I am in a constant state of questioning and attempting to understanding this existence. These ancient questions still remain unanswered so I use the act of creating music to guide me through my mental journey. When I’m able to articulate the feeling of complex thoughts through music, it brings me to a meditative realm of consciousness. I hope to share that feeling with other people when they listen to Soul Glimpse.
When did you first begin writing, composing, and recording this album?
I began shaping the ideas and raw content in late 2012. I finally got around to recording it with Mike Franklin at the Hour Haus in Baltimore over the span of a couple months in the Winter of 2013. We finalized everything a couple of months later. I spent a long time on abstract visuals to correlate with the whole album and getting the album art together. Now in 2015, it’s ready for the world to hear.
What prompted the origins of Soul Glimpse?
I was watching this bizarre show called Xavier: Renegade Angel one day and the main character Xavier is sentenced to seven glimpses into his soul. I liked the phrase Soul Glimpse and thought it was an appropriate name for the tone and conceptual idea I had for the music. I wanted there to be a certain emotional intensity, like taking a glimpse into ones soul.
How has your Louisiana by Baltimore move affected your creativity?

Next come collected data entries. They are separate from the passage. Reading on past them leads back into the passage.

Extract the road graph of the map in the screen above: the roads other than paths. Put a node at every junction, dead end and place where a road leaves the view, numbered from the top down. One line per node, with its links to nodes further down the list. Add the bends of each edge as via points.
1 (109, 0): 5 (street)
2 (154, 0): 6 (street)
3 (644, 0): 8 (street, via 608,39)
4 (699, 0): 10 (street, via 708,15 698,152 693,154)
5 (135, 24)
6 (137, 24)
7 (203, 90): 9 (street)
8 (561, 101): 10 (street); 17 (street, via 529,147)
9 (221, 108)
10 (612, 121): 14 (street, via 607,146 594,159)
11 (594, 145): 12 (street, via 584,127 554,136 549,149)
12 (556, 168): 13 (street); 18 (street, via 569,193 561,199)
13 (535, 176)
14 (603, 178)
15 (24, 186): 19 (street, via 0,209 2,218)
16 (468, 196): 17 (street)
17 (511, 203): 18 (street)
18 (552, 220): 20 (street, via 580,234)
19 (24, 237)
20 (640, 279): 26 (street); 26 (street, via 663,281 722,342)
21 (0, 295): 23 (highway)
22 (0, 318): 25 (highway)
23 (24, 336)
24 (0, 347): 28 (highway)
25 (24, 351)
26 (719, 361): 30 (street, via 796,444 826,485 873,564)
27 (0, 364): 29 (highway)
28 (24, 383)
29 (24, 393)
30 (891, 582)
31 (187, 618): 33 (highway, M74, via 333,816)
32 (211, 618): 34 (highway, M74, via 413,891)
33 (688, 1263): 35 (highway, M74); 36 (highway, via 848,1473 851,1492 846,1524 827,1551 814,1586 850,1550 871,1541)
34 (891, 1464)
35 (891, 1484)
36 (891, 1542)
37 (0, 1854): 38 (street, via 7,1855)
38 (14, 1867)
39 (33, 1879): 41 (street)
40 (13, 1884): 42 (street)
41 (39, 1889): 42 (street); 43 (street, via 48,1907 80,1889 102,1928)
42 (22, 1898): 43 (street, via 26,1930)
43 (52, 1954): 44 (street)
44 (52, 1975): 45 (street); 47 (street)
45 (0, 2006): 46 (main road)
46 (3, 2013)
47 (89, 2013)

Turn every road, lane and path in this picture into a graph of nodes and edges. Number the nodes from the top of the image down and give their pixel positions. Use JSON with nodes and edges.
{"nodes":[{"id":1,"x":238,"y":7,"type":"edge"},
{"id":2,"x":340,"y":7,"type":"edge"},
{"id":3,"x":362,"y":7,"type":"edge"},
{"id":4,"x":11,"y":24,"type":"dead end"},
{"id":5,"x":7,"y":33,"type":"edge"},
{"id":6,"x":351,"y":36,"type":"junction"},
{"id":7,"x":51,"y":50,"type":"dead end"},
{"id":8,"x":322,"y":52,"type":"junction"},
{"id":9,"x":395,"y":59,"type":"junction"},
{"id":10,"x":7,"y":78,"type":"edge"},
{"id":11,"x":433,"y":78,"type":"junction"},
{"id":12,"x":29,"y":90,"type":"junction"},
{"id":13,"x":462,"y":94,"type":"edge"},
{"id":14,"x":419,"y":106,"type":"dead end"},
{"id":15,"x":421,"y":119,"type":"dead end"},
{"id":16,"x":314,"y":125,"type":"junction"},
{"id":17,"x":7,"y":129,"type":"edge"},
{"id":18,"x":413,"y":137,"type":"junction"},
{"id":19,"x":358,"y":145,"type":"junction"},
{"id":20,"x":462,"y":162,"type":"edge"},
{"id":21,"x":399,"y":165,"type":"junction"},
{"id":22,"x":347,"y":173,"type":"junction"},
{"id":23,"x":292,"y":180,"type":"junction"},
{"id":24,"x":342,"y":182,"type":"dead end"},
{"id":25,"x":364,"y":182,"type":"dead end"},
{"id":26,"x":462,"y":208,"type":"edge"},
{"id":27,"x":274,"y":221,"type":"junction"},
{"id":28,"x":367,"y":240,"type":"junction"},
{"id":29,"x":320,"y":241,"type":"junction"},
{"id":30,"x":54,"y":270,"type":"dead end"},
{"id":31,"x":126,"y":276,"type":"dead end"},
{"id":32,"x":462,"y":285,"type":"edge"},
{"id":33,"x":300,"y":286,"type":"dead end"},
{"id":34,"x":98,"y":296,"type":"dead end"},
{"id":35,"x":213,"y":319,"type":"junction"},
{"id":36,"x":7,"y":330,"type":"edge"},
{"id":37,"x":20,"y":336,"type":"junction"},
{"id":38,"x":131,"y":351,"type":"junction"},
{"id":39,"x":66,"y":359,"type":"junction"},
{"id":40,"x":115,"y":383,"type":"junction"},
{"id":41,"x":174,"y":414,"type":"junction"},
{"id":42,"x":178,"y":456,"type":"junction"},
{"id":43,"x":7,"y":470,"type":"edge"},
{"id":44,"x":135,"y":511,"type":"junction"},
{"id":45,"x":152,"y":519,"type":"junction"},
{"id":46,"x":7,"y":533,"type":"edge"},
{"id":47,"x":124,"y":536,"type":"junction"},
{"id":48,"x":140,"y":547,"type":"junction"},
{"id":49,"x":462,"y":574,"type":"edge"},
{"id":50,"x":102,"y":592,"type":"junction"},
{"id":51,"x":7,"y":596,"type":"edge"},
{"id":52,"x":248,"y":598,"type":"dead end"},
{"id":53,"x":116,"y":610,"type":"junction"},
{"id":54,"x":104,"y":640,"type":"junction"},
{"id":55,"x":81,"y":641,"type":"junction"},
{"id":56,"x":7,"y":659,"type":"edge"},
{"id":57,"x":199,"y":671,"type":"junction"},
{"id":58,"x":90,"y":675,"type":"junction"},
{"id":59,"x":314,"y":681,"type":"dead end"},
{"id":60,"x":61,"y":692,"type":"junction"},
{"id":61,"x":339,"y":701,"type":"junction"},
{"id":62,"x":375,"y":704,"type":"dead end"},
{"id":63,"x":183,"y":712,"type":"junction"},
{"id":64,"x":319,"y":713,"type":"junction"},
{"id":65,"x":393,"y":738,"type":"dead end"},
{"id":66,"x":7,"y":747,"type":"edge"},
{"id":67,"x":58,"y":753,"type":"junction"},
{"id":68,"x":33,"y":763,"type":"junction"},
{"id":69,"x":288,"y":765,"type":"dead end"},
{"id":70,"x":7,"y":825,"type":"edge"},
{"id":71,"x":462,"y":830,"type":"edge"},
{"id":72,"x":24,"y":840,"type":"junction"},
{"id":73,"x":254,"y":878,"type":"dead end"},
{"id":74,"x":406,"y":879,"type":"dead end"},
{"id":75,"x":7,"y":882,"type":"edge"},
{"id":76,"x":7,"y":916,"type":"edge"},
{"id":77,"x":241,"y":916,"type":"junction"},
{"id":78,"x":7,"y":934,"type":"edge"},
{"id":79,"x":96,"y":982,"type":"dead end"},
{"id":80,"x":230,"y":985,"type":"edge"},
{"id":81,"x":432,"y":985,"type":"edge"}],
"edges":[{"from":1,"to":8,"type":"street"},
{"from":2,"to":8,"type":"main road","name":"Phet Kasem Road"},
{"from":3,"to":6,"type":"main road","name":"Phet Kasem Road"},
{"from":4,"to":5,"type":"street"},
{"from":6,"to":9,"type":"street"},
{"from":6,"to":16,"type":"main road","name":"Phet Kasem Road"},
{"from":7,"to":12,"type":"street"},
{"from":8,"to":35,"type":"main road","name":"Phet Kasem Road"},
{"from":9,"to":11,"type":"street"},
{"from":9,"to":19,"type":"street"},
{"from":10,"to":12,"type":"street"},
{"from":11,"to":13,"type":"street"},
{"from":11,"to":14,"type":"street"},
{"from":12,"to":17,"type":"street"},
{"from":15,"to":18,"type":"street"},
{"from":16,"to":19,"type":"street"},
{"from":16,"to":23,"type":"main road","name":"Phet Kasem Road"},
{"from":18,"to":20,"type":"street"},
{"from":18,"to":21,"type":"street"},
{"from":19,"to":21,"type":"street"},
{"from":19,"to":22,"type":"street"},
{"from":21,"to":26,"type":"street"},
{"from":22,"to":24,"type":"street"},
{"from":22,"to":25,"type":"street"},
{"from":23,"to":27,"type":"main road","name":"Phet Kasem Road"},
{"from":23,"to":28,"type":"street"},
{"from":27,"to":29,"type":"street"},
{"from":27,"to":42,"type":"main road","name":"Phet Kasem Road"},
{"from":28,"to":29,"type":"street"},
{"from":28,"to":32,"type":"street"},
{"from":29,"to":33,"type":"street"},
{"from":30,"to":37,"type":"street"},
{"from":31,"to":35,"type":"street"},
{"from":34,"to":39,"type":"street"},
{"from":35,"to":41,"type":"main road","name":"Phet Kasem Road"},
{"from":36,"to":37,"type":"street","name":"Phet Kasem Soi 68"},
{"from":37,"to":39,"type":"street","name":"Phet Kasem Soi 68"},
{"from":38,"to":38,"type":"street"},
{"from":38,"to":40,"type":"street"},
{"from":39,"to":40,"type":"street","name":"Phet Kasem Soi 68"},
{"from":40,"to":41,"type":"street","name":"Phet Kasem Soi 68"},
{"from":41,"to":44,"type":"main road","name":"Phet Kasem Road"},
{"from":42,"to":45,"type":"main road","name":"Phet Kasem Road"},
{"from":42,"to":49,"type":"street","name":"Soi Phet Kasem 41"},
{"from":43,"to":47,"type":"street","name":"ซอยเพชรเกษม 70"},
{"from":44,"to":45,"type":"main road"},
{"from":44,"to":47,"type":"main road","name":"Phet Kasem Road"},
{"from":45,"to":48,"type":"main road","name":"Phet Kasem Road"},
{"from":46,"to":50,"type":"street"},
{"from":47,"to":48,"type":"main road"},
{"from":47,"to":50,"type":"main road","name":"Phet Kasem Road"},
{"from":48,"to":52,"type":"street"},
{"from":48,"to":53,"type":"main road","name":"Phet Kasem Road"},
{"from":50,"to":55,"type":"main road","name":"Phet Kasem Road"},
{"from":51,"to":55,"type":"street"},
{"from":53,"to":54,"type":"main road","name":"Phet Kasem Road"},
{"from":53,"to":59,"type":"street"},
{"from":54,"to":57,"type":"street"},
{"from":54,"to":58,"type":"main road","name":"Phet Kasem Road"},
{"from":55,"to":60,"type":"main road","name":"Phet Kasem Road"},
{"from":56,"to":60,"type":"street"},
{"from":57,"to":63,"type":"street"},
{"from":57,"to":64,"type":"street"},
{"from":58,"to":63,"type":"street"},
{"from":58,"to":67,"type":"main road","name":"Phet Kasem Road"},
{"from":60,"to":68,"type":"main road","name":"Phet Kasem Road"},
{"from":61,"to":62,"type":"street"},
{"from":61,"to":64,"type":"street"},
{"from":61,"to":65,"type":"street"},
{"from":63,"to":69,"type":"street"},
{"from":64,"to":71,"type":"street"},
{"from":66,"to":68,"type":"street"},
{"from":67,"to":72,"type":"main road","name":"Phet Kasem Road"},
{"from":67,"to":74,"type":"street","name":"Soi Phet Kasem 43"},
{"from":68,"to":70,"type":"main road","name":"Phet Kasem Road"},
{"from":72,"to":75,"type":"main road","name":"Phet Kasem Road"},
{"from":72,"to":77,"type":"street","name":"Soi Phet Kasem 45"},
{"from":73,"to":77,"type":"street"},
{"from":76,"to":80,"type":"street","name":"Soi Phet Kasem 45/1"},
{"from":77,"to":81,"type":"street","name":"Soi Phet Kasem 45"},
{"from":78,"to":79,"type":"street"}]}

It’s interesting being in between them both. Coming from Louisiana, you’re pretty distant from any major cities. There is New Orleans, which is a beautiful and unique city, but there is no major cities in a convenient distance.
Having so many major cities close to Baltimore, it’s had a big influence on my musical horizons. Lots of music comes through and from Baltimore. There’s lot of experimentation happening in Baltimore. It’s a great place to try strange new things. People are pretty open to all things from straight forward genres to bizarre cross hybrids of genres.
Having experienced life in both places, I see there is a major difference in the pace and mentality of the South and the North. I’ve been heavily influenced by my upbringing in the South and the sun soaked nostalgic feelings that will always linger from there. But I’ve also been influenced by these progressive Northern cities. Both have qualities I like and dislike but they have given me an interesting outlook on life and music.
What is the secret in creating these dense textures, and atmospheres, as a method to discover these higher realms of perception and thought in your music?
When I’m creating this material, I focus on textures. I think of each texture as a thought. Our minds are heavily textured and have so many things happening at once. So when Im creating the music, I’m moving through my own thoughts and working my way through them with music.
I believe the energy harnessed and meditated on while creating music really hits us unconsciously. There’s lots of music I emotionally connect with and I know its creator / creators had a specific intention and it translates on a different level. When you can express a certain level of emotional intensity with music, I think it sends us into introspective states. Especially when something is dense and textual.
I think just getting lost in a musical landscape can bring us to a deep state of thought and that’s the kind of atmosphere I try to create. So I guess letting the music engulf you and getting lost in the textures, letting your own emotions really reveal themselves is the “secret”.
Music is a powerful force and I really want to portray a deep intensity with thought provoking content. I don’t see much of that these days with music.
Latest from the Baltimore scenes?
There’s a pretty eclectic scene here. Lots of experimentation and cross hybrids of genres. New bands and solo artists of all genres are always popping up. There are lots of influences from outlining cities. I see the music scene growing more and more, accepting of all genres which is pretty awesome. Usually there are niche’ scenes that only pertain to one genre but I’ve been seeing more and more shows with a pretty diverse musical line up coming into play. So it’s refreshing to see a wide range of people coming together to experience shows. So the “scenes” are supportive and I see a positive future for music in Baltimore. It seems to have been a birthing place for lots of good music and I can only see it continuing to be a great place for new creative music.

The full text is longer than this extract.